DATA IN THIS EXERCISE:
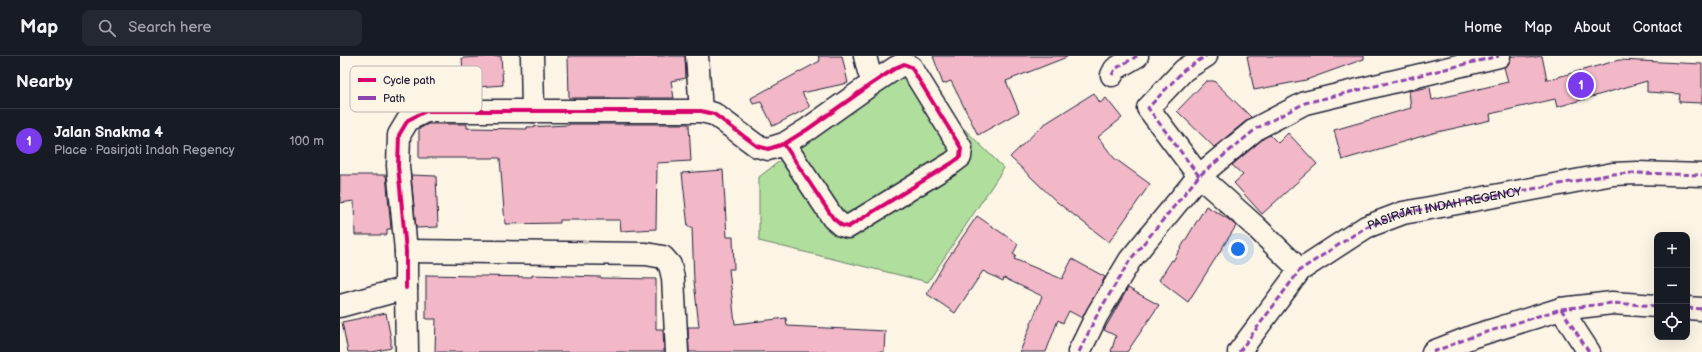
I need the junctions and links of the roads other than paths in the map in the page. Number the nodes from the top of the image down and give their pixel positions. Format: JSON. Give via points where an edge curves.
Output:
{"nodes":[{"id":1,"x":532,"y":56,"type":"edge"},
{"id":2,"x":697,"y":56,"type":"edge"},
{"id":3,"x":1137,"y":56,"type":"edge"},
{"id":4,"x":1206,"y":56,"type":"edge"},
{"id":5,"x":1499,"y":56,"type":"edge"},
{"id":6,"x":1112,"y":75,"type":"dead end"},
{"id":7,"x":482,"y":111,"type":"edge"},
{"id":8,"x":533,"y":111,"type":"junction"},
{"id":9,"x":701,"y":111,"type":"junction"},
{"id":10,"x":424,"y":112,"type":"edge"},
{"id":11,"x":784,"y":144,"type":"junction"},
{"id":12,"x":1702,"y":175,"type":"edge"},
{"id":13,"x":1199,"y":176,"type":"junction"},
{"id":14,"x":406,"y":251,"type":"junction"},
{"id":15,"x":1300,"y":270,"type":"junction"},
{"id":16,"x":406,"y":288,"type":"junction"},
{"id":17,"x":340,"y":306,"type":"edge"},
{"id":18,"x":1654,"y":306,"type":"edge"},
{"id":19,"x":1690,"y":308,"type":"edge"},
{"id":20,"x":1561,"y":309,"type":"junction"},
{"id":21,"x":1702,"y":309,"type":"edge"},
{"id":22,"x":1437,"y":351,"type":"edge"},
{"id":23,"x":407,"y":352,"type":"edge"},
{"id":24,"x":677,"y":352,"type":"edge"},
{"id":25,"x":1079,"y":352,"type":"edge"},
{"id":26,"x":1239,"y":352,"type":"edge"},
{"id":27,"x":1589,"y":352,"type":"edge"}],
"edges":[{"from":1,"to":8,"type":"street"},
{"from":2,"to":9,"type":"street"},
{"from":3,"to":6,"type":"street","via":[[1115,69]]},
{"from":4,"to":13,"type":"street","via":[[1184,70],[1148,108]]},
{"from":5,"to":13,"type":"street","via":[[1305,103],[1257,128]]},
{"from":7,"to":8,"type":"street"},
{"from":8,"to":9,"type":"street"},
{"from":9,"to":11,"type":"street","via":[[722,119],[757,146],[768,149]]},
{"from":10,"to":14,"type":"street","via":[[408,120],[399,135],[398,166]]},
{"from":11,"to":11,"type":"street","via":[[833,218],[848,227],[952,163],[960,157],[961,148],[911,68],[904,64]]},
{"from":12,"to":15,"type":"street","name":"PASIRJATI INDAH REGENCY","via":[[1613,174],[1403,213],[1366,227]]},
{"from":13,"to":15,"type":"street"},
{"from":13,"to":25,"type":"street","via":[[1130,260],[1097,315]]},
{"from":14,"to":16,"type":"street"},
{"from":14,"to":24,"type":"street","via":[[646,254],[663,258],[670,265],[673,278]]},
{"from":15,"to":26,"type":"street","name":"PASIRJATI INDAH REGENCY"},
{"from":16,"to":17,"type":"street"},
{"from":16,"to":23,"type":"street"},
{"from":18,"to":20,"type":"street","via":[[1612,304]]},
{"from":19,"to":21,"type":"street"},
{"from":20,"to":22,"type":"street","via":[[1474,336]]},
{"from":20,"to":27,"type":"street"}]}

WHAT YOU ARE ASKED TO DO: From the data above, copy every line where "REGENCY" appears.

OUTPUT:
{"from":12,"to":15,"type":"street","name":"PASIRJATI INDAH REGENCY","via":[[1613,174],[1403,213],[1366,227]]},
{"from":15,"to":26,"type":"street","name":"PASIRJATI INDAH REGENCY"},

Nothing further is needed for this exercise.